---------- EXERCISE INPUTS

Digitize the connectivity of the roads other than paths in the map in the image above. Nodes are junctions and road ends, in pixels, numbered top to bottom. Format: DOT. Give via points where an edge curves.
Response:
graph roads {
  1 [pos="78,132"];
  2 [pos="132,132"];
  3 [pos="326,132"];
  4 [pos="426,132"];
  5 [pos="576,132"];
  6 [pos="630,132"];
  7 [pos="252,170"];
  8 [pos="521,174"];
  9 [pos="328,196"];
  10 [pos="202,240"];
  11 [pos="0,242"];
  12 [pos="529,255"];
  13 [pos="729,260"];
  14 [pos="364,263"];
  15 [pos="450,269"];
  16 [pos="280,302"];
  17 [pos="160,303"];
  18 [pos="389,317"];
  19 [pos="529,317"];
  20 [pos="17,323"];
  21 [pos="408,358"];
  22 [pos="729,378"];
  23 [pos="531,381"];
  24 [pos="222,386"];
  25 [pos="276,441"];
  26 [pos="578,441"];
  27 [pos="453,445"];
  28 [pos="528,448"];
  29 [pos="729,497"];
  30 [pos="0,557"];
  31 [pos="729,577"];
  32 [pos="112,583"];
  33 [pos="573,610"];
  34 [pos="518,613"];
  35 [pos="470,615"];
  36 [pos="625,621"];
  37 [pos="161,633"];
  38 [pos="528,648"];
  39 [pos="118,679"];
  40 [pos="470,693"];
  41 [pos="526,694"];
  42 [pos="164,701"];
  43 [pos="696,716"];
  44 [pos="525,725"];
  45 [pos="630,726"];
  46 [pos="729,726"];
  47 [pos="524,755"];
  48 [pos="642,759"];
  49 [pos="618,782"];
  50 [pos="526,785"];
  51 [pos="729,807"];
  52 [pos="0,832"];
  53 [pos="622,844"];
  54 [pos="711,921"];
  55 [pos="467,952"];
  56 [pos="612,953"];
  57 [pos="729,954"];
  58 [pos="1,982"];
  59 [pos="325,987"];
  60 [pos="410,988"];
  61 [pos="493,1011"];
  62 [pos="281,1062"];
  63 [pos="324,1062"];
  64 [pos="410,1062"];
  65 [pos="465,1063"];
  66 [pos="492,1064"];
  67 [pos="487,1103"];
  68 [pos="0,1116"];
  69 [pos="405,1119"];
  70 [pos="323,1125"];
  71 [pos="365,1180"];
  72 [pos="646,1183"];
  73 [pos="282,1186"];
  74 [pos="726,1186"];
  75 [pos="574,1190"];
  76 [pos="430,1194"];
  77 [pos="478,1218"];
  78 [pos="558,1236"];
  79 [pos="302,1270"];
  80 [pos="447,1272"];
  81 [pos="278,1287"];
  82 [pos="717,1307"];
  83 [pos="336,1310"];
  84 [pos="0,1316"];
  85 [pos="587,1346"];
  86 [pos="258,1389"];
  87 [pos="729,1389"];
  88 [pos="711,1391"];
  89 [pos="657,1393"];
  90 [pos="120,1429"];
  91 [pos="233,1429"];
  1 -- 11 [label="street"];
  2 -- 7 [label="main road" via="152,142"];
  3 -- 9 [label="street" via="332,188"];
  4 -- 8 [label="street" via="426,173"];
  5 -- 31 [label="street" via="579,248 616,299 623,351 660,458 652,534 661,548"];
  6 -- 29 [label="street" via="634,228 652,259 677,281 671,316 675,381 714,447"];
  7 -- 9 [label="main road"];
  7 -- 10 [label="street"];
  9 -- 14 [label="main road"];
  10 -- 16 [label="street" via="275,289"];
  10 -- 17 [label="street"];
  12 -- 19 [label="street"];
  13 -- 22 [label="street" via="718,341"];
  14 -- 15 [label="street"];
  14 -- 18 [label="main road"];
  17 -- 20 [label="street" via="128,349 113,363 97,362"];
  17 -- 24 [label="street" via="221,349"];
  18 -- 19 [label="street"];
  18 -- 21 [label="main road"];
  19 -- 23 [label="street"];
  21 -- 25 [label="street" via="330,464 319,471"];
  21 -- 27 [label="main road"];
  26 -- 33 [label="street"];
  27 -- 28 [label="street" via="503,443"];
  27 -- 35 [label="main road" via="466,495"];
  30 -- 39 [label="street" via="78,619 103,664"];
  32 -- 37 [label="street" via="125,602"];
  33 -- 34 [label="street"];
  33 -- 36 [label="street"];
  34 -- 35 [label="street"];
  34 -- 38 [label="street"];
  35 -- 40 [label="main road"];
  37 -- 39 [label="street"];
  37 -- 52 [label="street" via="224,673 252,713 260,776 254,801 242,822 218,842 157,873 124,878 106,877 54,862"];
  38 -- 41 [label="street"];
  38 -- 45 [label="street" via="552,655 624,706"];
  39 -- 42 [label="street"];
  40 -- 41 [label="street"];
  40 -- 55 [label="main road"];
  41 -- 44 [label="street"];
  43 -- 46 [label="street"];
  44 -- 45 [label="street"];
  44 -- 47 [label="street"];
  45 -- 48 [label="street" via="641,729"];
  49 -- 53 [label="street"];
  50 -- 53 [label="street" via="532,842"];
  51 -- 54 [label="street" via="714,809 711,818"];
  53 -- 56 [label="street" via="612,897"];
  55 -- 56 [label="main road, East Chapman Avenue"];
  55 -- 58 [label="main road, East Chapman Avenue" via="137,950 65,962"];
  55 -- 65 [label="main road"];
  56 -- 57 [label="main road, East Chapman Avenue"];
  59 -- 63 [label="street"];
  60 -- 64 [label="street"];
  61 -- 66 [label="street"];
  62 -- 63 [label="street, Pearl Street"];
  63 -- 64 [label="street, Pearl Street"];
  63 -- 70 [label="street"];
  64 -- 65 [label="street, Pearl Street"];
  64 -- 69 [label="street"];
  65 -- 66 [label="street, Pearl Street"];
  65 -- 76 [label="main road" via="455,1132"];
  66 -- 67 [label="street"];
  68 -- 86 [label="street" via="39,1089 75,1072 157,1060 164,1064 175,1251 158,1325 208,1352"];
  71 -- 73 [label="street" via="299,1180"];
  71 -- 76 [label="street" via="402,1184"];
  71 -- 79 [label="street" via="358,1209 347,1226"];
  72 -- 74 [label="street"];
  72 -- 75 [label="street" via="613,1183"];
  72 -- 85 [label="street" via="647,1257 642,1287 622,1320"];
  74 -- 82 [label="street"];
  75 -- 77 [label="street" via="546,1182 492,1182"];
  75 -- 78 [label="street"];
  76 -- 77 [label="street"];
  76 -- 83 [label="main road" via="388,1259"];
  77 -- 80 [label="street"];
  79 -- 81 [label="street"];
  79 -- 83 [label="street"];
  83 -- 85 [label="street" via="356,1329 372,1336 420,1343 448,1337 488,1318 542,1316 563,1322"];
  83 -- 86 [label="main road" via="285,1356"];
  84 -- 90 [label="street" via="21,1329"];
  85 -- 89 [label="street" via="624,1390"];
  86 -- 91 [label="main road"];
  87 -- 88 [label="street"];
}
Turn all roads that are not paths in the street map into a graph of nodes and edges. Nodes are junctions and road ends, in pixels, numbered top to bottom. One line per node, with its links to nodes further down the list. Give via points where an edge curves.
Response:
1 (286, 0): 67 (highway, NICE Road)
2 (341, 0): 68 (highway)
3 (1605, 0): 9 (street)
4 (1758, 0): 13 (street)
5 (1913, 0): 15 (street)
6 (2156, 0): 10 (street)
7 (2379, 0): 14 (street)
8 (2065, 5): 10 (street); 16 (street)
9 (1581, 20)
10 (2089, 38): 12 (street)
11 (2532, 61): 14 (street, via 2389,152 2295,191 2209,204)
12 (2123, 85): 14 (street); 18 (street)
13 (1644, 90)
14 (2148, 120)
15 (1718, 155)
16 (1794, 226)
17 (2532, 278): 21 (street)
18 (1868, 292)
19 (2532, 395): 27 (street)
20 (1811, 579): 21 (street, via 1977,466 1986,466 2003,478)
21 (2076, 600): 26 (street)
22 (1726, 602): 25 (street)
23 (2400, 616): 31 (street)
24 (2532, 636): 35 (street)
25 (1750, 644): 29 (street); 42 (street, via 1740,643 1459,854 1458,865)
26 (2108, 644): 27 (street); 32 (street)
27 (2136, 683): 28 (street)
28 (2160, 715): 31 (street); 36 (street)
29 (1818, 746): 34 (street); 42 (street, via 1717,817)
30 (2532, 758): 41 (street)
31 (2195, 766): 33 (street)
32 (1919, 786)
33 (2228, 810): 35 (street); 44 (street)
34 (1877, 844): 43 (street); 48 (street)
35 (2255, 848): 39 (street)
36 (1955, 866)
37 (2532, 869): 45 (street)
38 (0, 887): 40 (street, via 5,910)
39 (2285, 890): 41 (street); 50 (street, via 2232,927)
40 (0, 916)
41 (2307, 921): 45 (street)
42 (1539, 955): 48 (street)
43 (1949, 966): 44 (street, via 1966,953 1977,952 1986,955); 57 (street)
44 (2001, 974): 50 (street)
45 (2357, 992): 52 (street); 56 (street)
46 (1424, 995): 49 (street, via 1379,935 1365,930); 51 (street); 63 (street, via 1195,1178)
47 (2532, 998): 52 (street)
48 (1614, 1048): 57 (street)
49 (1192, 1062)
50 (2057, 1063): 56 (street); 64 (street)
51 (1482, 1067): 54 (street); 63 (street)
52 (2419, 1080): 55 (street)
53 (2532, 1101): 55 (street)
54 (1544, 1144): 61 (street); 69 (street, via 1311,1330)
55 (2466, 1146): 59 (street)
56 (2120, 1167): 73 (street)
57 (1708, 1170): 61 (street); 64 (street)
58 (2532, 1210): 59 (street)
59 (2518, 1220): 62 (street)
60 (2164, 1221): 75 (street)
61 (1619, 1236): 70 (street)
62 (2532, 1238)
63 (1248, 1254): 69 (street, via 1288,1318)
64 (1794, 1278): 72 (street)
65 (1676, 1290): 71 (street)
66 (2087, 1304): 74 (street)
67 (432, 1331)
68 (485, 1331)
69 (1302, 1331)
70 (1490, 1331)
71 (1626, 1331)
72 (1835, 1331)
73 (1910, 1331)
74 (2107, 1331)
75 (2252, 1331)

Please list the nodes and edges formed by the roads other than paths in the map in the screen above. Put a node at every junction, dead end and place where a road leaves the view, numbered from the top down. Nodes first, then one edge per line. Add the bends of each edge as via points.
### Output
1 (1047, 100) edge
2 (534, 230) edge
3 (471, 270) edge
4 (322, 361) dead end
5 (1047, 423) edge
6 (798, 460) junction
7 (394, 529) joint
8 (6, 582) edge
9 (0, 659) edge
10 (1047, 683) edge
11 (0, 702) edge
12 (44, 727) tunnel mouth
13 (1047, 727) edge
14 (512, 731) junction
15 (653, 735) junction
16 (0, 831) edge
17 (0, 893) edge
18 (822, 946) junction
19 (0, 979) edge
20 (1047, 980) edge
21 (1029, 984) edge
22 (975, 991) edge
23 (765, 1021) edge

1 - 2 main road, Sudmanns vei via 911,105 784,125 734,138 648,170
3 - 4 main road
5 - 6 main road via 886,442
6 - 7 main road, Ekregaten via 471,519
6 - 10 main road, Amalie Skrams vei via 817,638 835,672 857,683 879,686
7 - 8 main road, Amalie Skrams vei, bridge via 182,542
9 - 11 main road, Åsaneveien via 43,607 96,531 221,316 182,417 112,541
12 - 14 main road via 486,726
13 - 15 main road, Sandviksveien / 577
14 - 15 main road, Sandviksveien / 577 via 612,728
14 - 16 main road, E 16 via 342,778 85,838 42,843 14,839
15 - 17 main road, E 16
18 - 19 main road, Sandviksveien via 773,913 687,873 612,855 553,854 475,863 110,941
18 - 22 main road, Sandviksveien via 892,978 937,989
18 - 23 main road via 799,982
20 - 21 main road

--------------------

Check each line of the records above, and copy those that hold the word "Nodes".

Digitize the connectivity of the roads other than paths in the map in the image above. Nodes are junctions and road ends, in pixels, numbered top to bottom. Format: DOT. Give via points where an edge curves.
Turn all roads that are not paths in the street map into a graph of nodes and edges. Nodes are junctions and road ends, in pixels, numbered top to bottom. One line per node, with its links to nodes further down the list. Give via points where an edge curves.
Please list the nodes and edges formed by the roads other than paths in the map in the screen above. Put a node at every junction, dead end and place where a road leaves the view, numbered from the top down. Nodes first, then one edge per line. Add the bends of each edge as via points.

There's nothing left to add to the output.